Restaurants, coiffeurs et temple bouddhiste : à une heure et demie de Varsovie, le village de Wólka Kosowska accueille la plus grande communauté étrangère non européenne de Pologne, les Vietnamiens. Entrepreneurs à succès et jeunes précaires cohabitent. Une même communauté aux destins multiples.
« Toute ma vie, j’ai eu l’impression d’être une particule élémentaire, de flotter entre deux cultures. » Dès le premier regard, la dualité est frappante chez cette polonaise de 16 ans d’origine vietnamienne. Son mètre soixante, son sourire tendre et sa manucure parfaite jurent avec le mot “FIGHT” (“se battre” en français) de son sweatshirt, sa voix grave et sa franchise décomplexée. Lorsqu’on lui demande comment elle se nomme, elle répond par son prénom polonais, Jessica. Son nom vietnamien ? Une légère grimace se dessine sur son visage enfantin. Gia Linh. Elle l’emploie rarement : « Seule ma famille m’appelle comme ça. Les Européens n’arrivent pas à le prononcer. » Comme elle, de nombreux jeunes vietnamiens résidant en Pologne tentent de se construire une identité à l’intersection de deux nationalités : celle de leurs parents immigrés et celle du pays où ils vivent. Entre besoin d’exister et sentiment de mal-être, la jeunesse de la plus grande communauté étrangère non européenne de Pologne essaye de se forger une troisième identité.
« Le corps rappelle toujours les racines. »
Jessica est l’une des 40 000 personnes vietnamiennes vivant sur le territoire polonais. Cette communauté hétérogène se décline en trois générations. La première est arrivée dès les années 1950. Avec pour ambition de renforcer les relations diplomatiques entre États communiste, les élèves les plus brillants du Vietnam étaient envoyés en Pologne. Plus d’opportunités professionnelles ou encore, meilleur niveau de vie, nombre d’entre eux ont préféré faire leur vie ici. Au fil des années, ils ont entretenu une image dorée de cette immigration. Lê Thiet Hung est issu de la deuxième vague. Venu étudier la technologie, l’homme de 52 ans, habillé d’un costume noir et d’une chemise sans aucun pli, est un investisseur puissant dans le pays. « Ce bâtiment aussi est le mien. Dans Varsovie et sa banlieue, je suis partout », fanfaronne-t-il en pointant du doigt un entrepôt au volant de sa BMW blanche. La voiture roule sur l’autoroute du village de Wólka Kosowska, devenu enclave pour les Vietnamiens. Les rues sont désertes. Les seules personnes que l’on croise sont ces femmes habillées en rouge sur d’immenses panneaux d’affichage. Également vice-président de l’association des Vietnamiens en Pologne, Hung reproche à la dernière génération de négliger son héritage asiatique : « Aujourd’hui, les jeunes font tout pour être polonais. Ils en perdent leur identité, mais leur corps leur rappelle toujours leurs racines. »

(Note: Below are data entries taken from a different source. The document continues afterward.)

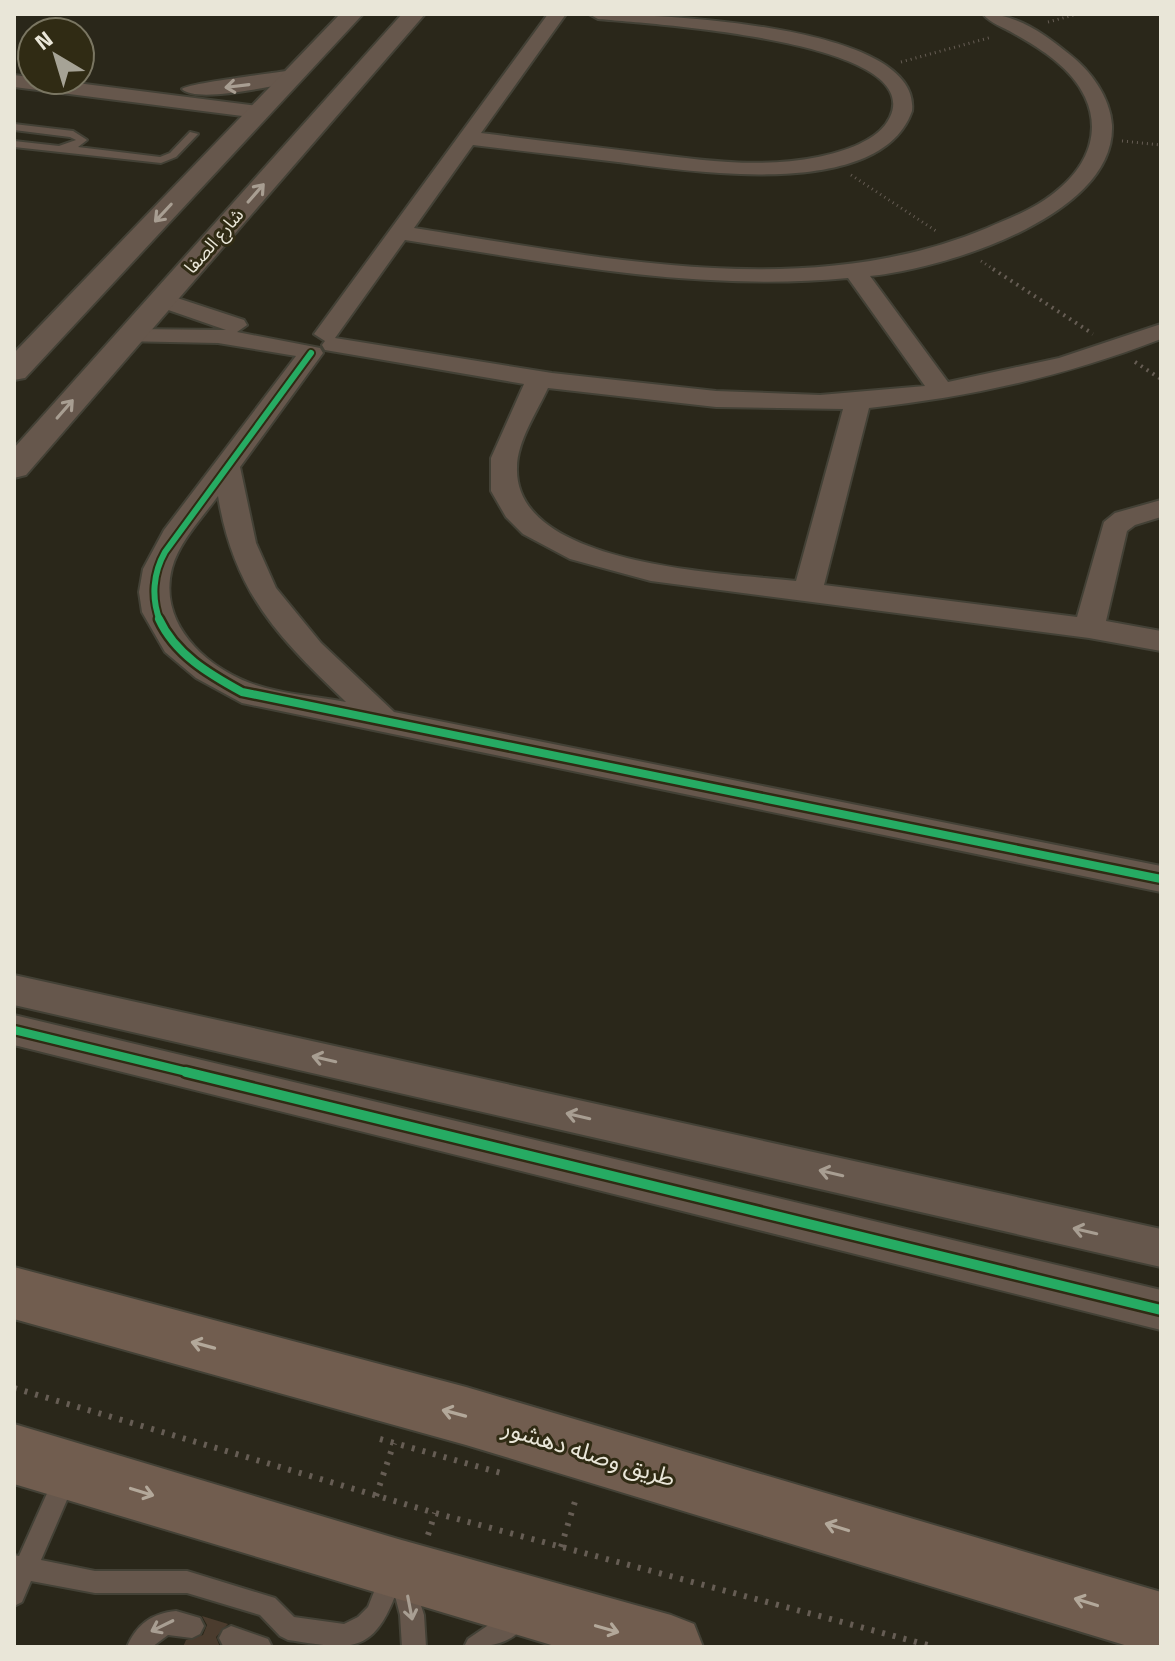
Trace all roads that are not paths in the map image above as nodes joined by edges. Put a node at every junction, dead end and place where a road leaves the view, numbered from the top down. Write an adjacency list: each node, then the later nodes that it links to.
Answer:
1 (352, 14): 6 (street)
2 (414, 14): 17 (street, شارع الصفا, one-way to 2)
3 (557, 14): 12 (street)
4 (598, 14): 12 (street)
5 (992, 14): 16 (street)
6 (293, 76): 7 (street, one-way to 7); 9 (street)
7 (96, 79)
8 (96, 89): 9 (street)
9 (258, 112): 21 (street, one-way to 21)
10 (14, 127): 14 (lane)
11 (193, 134): 14 (lane)
12 (468, 138): 15 (street)
13 (14, 144): 14 (lane)
14 (66, 149)
15 (399, 232): 16 (street); 20 (street)
16 (854, 270): 23 (street)
17 (162, 300): 19 (street, شارع الصفا); 20 (street)
18 (1161, 331): 23 (street)
19 (130, 336): 20 (street); 26 (street, شارع الصفا, one-way to 19)
20 (316, 343): 22 (street); 25 (street)
21 (14, 371)
22 (538, 381): 24 (street); 28 (street)
23 (941, 390): 24 (street)
24 (859, 398): 28 (street)
25 (226, 466): 31 (street); 31 (street)
26 (14, 468)
27 (1161, 508): 29 (street)
28 (808, 592): 29 (street)
29 (1089, 628): 30 (street)
30 (1161, 641)
31 (384, 721): 32 (street)
32 (1161, 879)
33 (14, 990): 35 (street, one-way to 33)
34 (14, 1030): 37 (street)
35 (1161, 1248)
36 (14, 1293): 43 (main road, طريق وصله دهشور, one-way to 36)
37 (1161, 1310)
38 (42, 1462): 39 (lane); 40 (main road, one-way to 40)
39 (20, 1567): 40 (lane); 41 (lane)
40 (395, 1568): 42 (main road); 48 (lane, one-way to 48)
41 (14, 1594)
42 (537, 1609): 49 (lane); 50 (main road, one-way to 50)
43 (1161, 1624)
44 (192, 1626): 46 (lane, one-way to 46)
45 (231, 1638): 47 (lane)
46 (139, 1647)
47 (260, 1647)
48 (414, 1647)
49 (476, 1647)
50 (671, 1647)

Perdre son héritage vietnamien jusqu’à en oublier ses origines, c’est la peur de nombreux aînés qui se mobilisent pour conserver leur communauté en Pologne : l’école vietnamienne Lac Lang Quan, le temple bouddhiste Chùa Nhân Hoa, la pagode Thien Phuc et autres établissements ont été construits afin de transmettre cet héritage à la jeune génération. « Le système scolaire permet de mieux se comprendre », explique le directeur de l’école. Depuis 23 ans, plus de 1 000 élèves y apprennent le vietnamien chaque année. Une opportunité en or selon l’investisseur qui s’anime à l’évocation du savoir, comme moyen de préserver ses racines : « L’intégration complète n’est pas nécessaire. Avec cette perte d’intérêt envers leur culture, les jeunes perdent leur libre-arbitre. Comment se définir sans connaissances ? »

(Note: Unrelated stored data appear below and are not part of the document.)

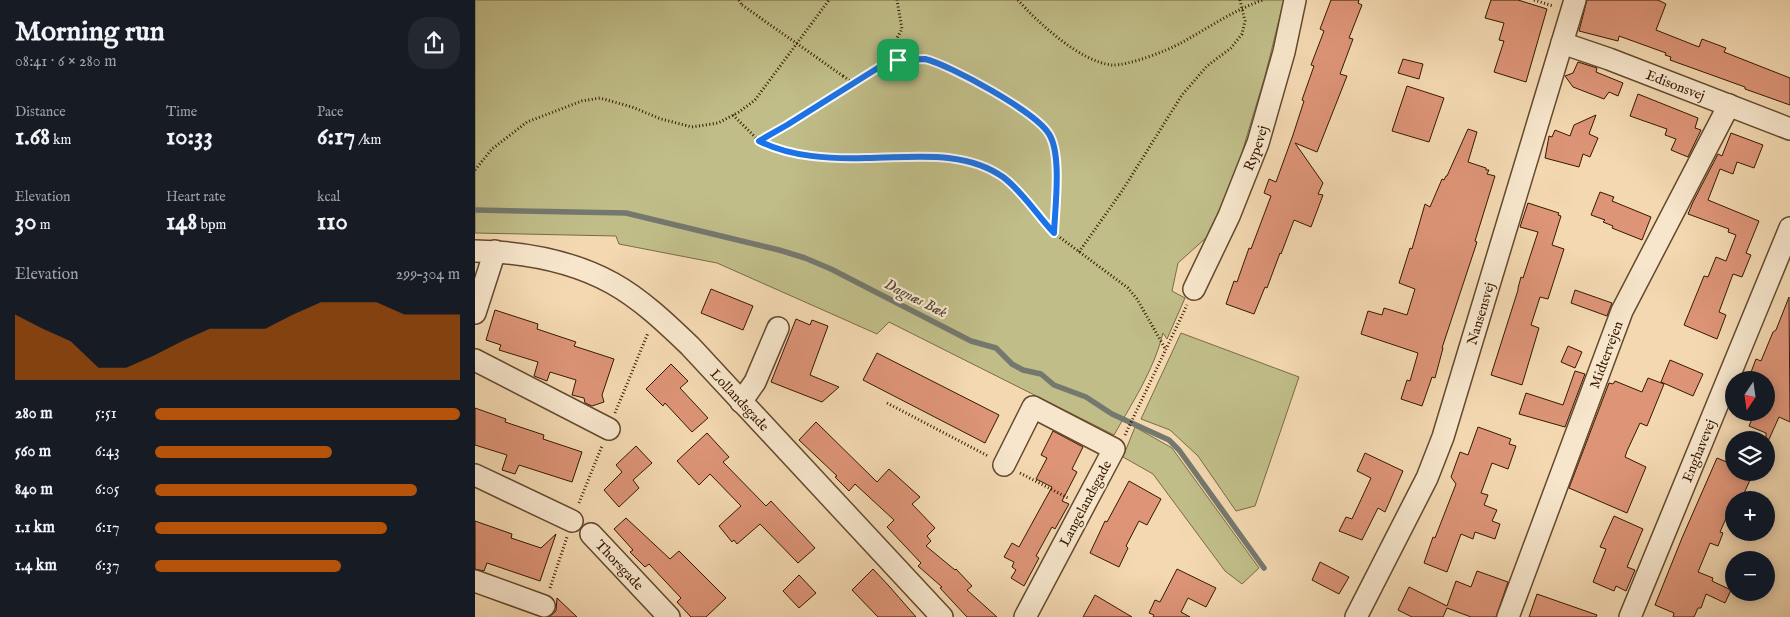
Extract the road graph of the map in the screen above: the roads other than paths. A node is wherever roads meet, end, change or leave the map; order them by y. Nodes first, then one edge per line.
1 (1295, 0) edge
2 (1575, 0) edge
3 (1562, 43) junction
4 (1729, 105) junction
5 (1790, 129) edge
6 (1790, 228) edge
7 (485, 251) edge
8 (1194, 289) road end
9 (475, 313) edge
10 (778, 328) dead end
11 (475, 360) edge
12 (741, 402) junction
13 (609, 429) road end
14 (1004, 465) dead end
15 (475, 475) edge
16 (572, 521) road end
17 (591, 534) dead end
18 (475, 581) edge
19 (544, 606) road end
20 (669, 617) edge
21 (942, 617) edge
22 (1025, 617) edge
23 (1355, 617) edge
24 (1507, 617) edge
25 (1630, 617) edge

1 - 8 street, Rypevej
2 - 3 street, Nansensvej
3 - 4 street, Edisonsvej
3 - 23 street, Nansensvej
4 - 5 street, Edisonsvej
4 - 24 street, Midtervejen
6 - 25 street, Enghavevej
7 - 9 street, Lollandsgade
7 - 12 street, Lollandsgade
10 - 12 street
11 - 13 street
12 - 21 street, Lollandsgade
14 - 22 street, Langelandsgade
15 - 16 street
17 - 20 street, Thorsgade
18 - 19 street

S’effacer pour mieux se retrouver
Le dos droit, les épaules dégagées et vêtue d’un tailleur noir, du haut de ses 18 ans, cette lycéenne a déjà de grandes responsabilités : elle est vice-présidente de l’association de la jeunesse vietnamienne en Pologne. Elle se souvient avoir tout fait pour être polonaise, quitte à mettre une croix sur son héritage vietnamien : « Je me teignais les cheveux en blond, je faisais du sport pour avoir une taille marquée comme les européennes et je me maquillais de manière à cacher mes traits asiatiques », explique-t-elle avec un sourire timide. Cette transformation physique l’a aidée à se sentir mieux acceptée par la population polonaise : « J’ai beau parler polonais, parfois, les gens continuent à s’adresser à moi en anglais. Lorsque j’étais blonde, on ne s’adressait à moi qu’en polonais. » Si elle est revenue à sa couleur naturelle, Paulina se retrouve davantage dans la culture polonaise : « J’ai vécu et grandi dans ce pays. Je parle couramment sa langue, je lis sa littérature et connais son histoire. » S’approprier l’identité polonaise n’a, toutefois, jamais été facile. L’écolière se remémore ce moment où elle a dû renseigner sa nationalité lors d’un examen national : « Je n’ai pas su quoi écrire. C’était comme s’il fallait faire un choix. » Polonaise, c’est le mot qu’elle a finalement écrit sur le document.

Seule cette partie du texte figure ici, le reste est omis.